When I tune a loop at work, the drill is:
- increase the gain (kp) until you see over-shoot and oscillation
- decrease the gain until you get about 10% overshoot
- raise the integral (ki) until the oscillation drops to 3 or 4. Initial overshoot is the first half-wave, smaller overshoot below, another smaller overshoot above, and then it hits target
I think I've been assuming too many things on this process. I need to stop thinking and just follow instructions .. but I'm an engineer and this is *DIFFICULT* for me!
If any of these numbers is acceptable, I'd like to get the motor to spin and see if the encoder signal is acceptable to the controller. Once I've got the 5 HP motor to spin and the controller is reading position, I am comfortable moving to the larger Siemens motor at a higher voltage (in the garage). That's where the interesting stuff is going to happen (I hope).
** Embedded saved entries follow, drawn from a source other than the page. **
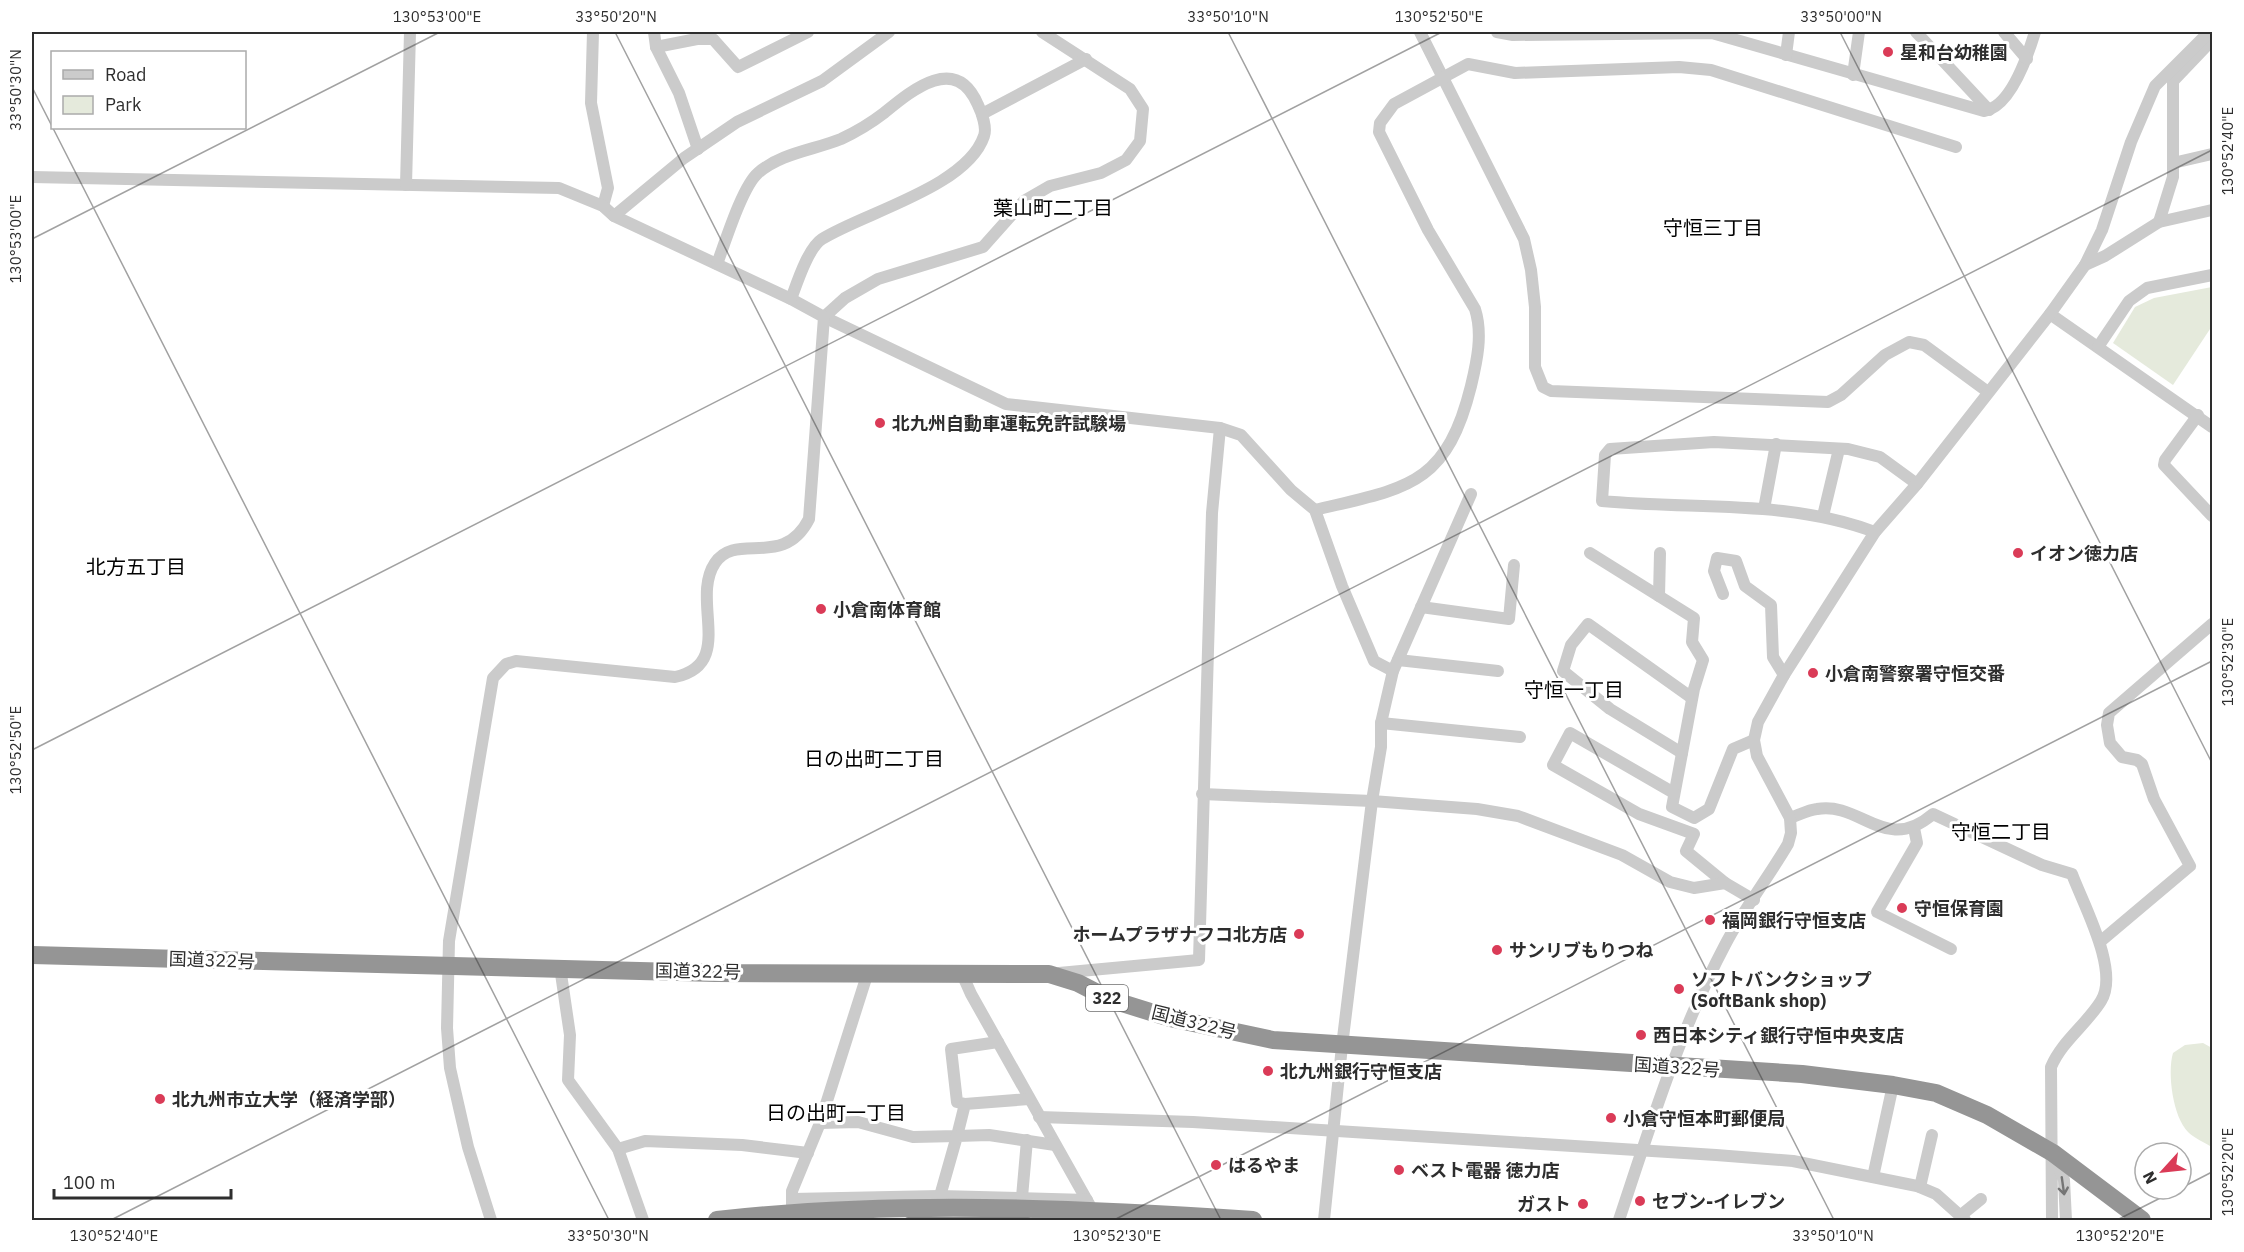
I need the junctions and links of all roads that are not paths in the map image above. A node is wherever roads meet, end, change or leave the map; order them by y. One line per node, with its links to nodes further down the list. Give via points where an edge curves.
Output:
1 (410, 32): 32 (street)
2 (593, 32): 33 (street, via 591,103 608,188)
3 (654, 32): 19 (street)
4 (806, 32): 19 (street, via 738,67 713,39)
5 (889, 32): 28 (street, via 822,81 737,122)
6 (1042, 32): 21 (street)
7 (1420, 32): 24 (street)
8 (1497, 32): 17 (street)
9 (1640, 32): 10 (street); 17 (street)
10 (1712, 32): 20 (street)
11 (1789, 32): 20 (street)
12 (1859, 32): 23 (street)
13 (1916, 32): 25 (street)
14 (2004, 32): 22 (street)
15 (2035, 32): 22 (street)
16 (2209, 32): 38 (street, via 2155,86 2131,142 2102,230)
17 (1564, 33)
18 (2212, 40): 30 (street, via 2173,81)
19 (656, 47): 28 (street, via 679,93)
20 (1786, 55): 23 (street)
21 (1086, 59): 26 (street); 42 (street, via 1130,89 1143,109 1140,141 1126,160 1101,172 1050,186 1024,201 983,247 878,279 845,298)
22 (2027, 59): 25 (street, via 2002,103)
23 (1853, 75): 25 (street)
24 (1441, 77): 27 (street, via 1468,64 1515,73 1679,67 1711,70); 44 (street, via 1524,238 1535,307 1535,367 1543,387 1551,391 1828,402 1885,355 1909,342 1924,345); 53 (street, via 1394,104 1380,123 1379,132 1428,230 1475,309 1480,341 1461,425 1435,464 1411,482 1394,491)
25 (1989, 110)
26 (982, 114): 37 (street, via 974,94 957,81 939,78 916,87 873,121 841,138 781,159 756,174); 40 (street, via 985,135 974,154 942,181 820,240)
27 (1956, 147)
28 (698, 148): 35 (street)
29 (2212, 154): 30 (street)
30 (2173, 164): 36 (street, via 2173,177)
31 (32, 177): 32 (street)
32 (406, 185): 33 (street, via 559,188)
33 (603, 206): 35 (street)
34 (2212, 210): 36 (street)
35 (614, 216): 37 (street)
36 (2159, 222): 38 (street)
37 (717, 264): 40 (street)
38 (2085, 265): 41 (street)
39 (2212, 275): 43 (street, via 2146,288 2129,301)
40 (791, 299): 42 (street)
41 (2050, 314): 43 (street); 44 (street)
42 (824, 317): 47 (street, via 1006,404); 82 (street, via 809,519 802,533 773,549 742,548 725,553 715,562 709,576 707,653 701,666 691,674 675,677 516,661 506,664 494,678 449,941)
43 (2098, 347): 45 (street)
44 (1988, 392): 50 (street)
45 (2198, 415): 46 (street); 55 (street, via 2164,465)
46 (2212, 427)
47 (1220, 428): 53 (street, via 1241,435 1291,490); 73 (street, via 1212,513)
48 (1776, 444): 49 (street); 52 (street); 52 (street, via 1714,442 1610,449 1605,455 1602,501)
49 (1839, 449): 50 (street, via 1880,457); 54 (street)
50 (1917, 484): 56 (street)
51 (1471, 494): 62 (street)
52 (1764, 509): 54 (street)
53 (1315, 510): 64 (street, via 1374,661)
54 (1823, 516): 56 (street)
55 (2212, 516)
56 (1875, 532): 66 (street)
57 (1590, 553): 61 (street)
58 (1660, 553): 61 (street)
59 (1514, 565): 62 (street, via 1509,619)
60 (1723, 594): 66 (street, via 1714,571 1717,558 1736,561 1745,586 1772,605 1773,657)
61 (1659, 596): 67 (street, via 1694,618 1692,642 1703,660)
62 (1421, 607): 64 (street)
63 (2212, 624): 79 (street, via 2109,713 2110,742 2122,757 2142,764 2154,799 2190,866)
64 (1396, 666): 65 (street); 68 (street)
65 (1498, 671)
66 (1784, 675): 70 (street, via 1758,722)
67 (1692, 698): 71 (street); 71 (street, via 1587,624 1571,645 1563,671 1610,709)
68 (1381, 723): 69 (street); 74 (street)
69 (1520, 737)
70 (1754, 740): 72 (street, via 1733,749 1709,809 1694,818 1672,807); 75 (street, via 1762,769)
71 (1682, 753): 72 (street)
72 (1674, 793): 77 (street, via 1570,733 1553,765 1639,814 1694,834 1686,851)
73 (1202, 794): 74 (street); 85 (street, via 1199,960)
74 (1372, 801): 77 (street, via 1518,816 1622,855 1670,882 1694,888); 88 (street)
75 (1790, 818): 76 (street, via 1818,808 1891,829); 78 (street, via 1788,844)
76 (1914, 828): 79 (street, via 1933,814 2042,865 2072,874); 80 (street, via 1917,843 1877,912)
77 (1725, 883): 78 (street)
78 (1754, 900): 89 (street, via 1722,950)
79 (2101, 941): 103 (street, via 2106,987 2102,999 2058,1051 2051,1067)
80 (1951, 949)
81 (32, 955): 82 (highway, 国道322号 / 322)
82 (449, 967): 83 (highway, 国道322号 / 322); 112 (street, via 450,1068 468,1148)
83 (560, 968): 84 (highway, 国道322号 / 322); 100 (street, via 570,1035 568,1080)
84 (868, 972): 86 (highway, 国道322号 / 322); 94 (street)
85 (1049, 974): 86 (highway, 国道322号 / 322); 88 (highway, 国道322号 / 322, via 1109,999 1212,1029)
86 (963, 976): 87 (street)
87 (998, 1042): 91 (street); 92 (street, via 951,1049 957,1101)
88 (1342, 1046): 89 (highway, 国道322号 / 322); 95 (street)
89 (1670, 1066): 90 (highway, 国道322号 / 322, via 1802,1074); 101 (street)
90 (1893, 1085): 103 (highway, 国道322号 / 322, via 1936,1093 1963,1104); 104 (street)
91 (1029, 1099): 92 (street); 93 (street)
92 (965, 1104): 97 (street)
93 (1039, 1117): 95 (street); 99 (street)
94 (820, 1123): 97 (street, via 858,1122 913,1137); 102 (street)
95 (1332, 1131): 101 (street); 116 (street)
96 (1932, 1135): 105 (street)
97 (957, 1136): 98 (street); 106 (street)
98 (1027, 1140): 99 (street); 107 (street)
99 (1055, 1145): 109 (street)
100 (618, 1149): 102 (street, via 645,1141 741,1145); 113 (street)
101 (1642, 1151): 104 (street, via 1792,1161); 117 (street)
102 (808, 1153): 110 (street, via 792,1191)
103 (2053, 1153): 118 (street); 119 (street, one-way to 119, via 2064,1180); 120 (highway, 国道322号 / 322)
104 (1873, 1177): 105 (street)
105 (1920, 1187): 111 (street, via 1936,1194)
106 (940, 1196): 107 (street); 110 (street)
107 (1022, 1197): 109 (street)
108 (1981, 1199): 111 (street)
109 (1092, 1210): 110 (highway); 115 (highway)
110 (792, 1211): 114 (highway)
111 (1962, 1218)
112 (491, 1221)
113 (643, 1221)
114 (717, 1221)
115 (1253, 1221)
116 (1324, 1221)
117 (1619, 1221)
118 (2052, 1221)
119 (2066, 1221)
120 (2142, 1221)

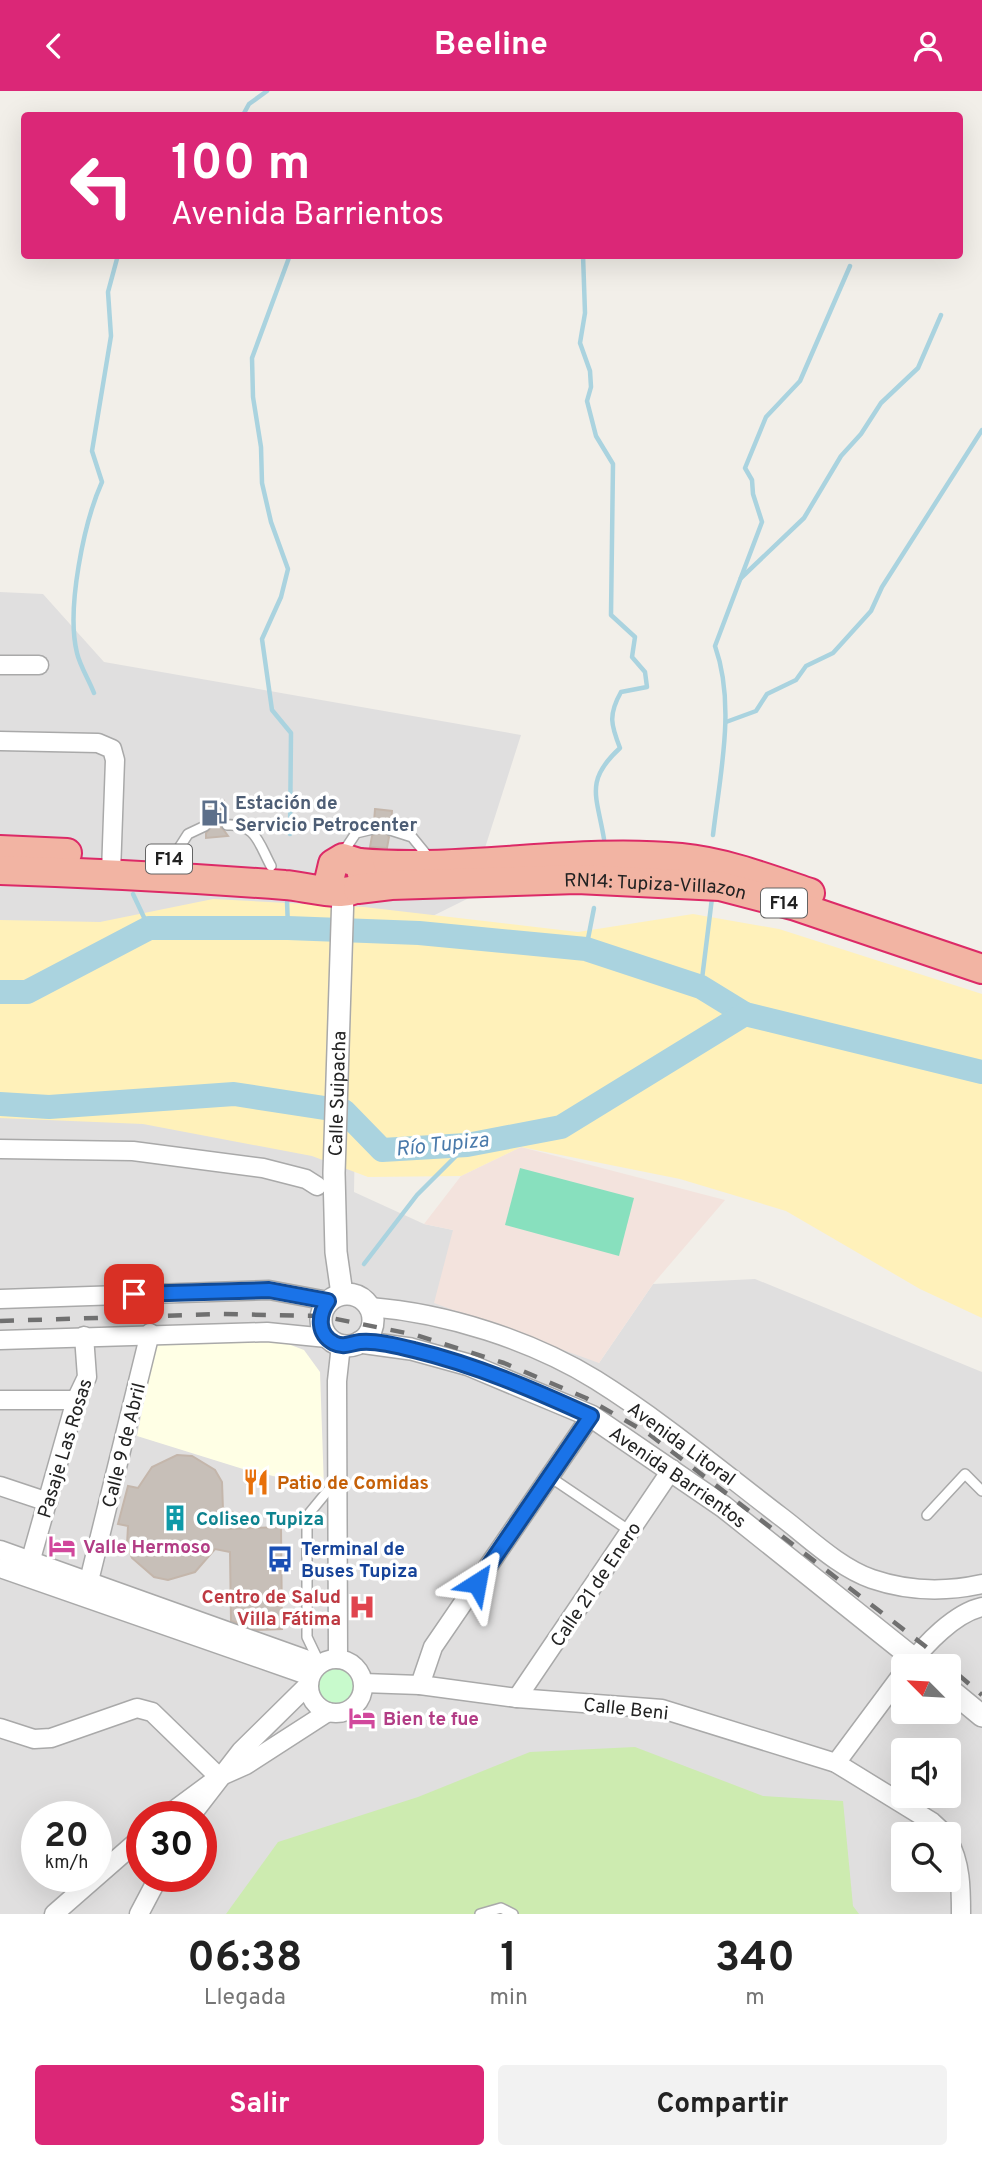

You don't have enough voltage, so it is ramping up the pwm beyond what it should go to to vainly attempt to achieve 20amps on a line. Evidently, that 39 or 40v point is right on the edge. I should either reduce it to 10 amps for tuning the loop, or increase voltage. I can email you a 10amp version (that is hard wired into the code) if you want to go that route, but I think higher voltage would be better.
No need for a code change. 36V is what I had handy, but I can install more.
I can patch in the smaller 48V pack quite easily. 20A is already quite low compared to the 300A scale on the LEM.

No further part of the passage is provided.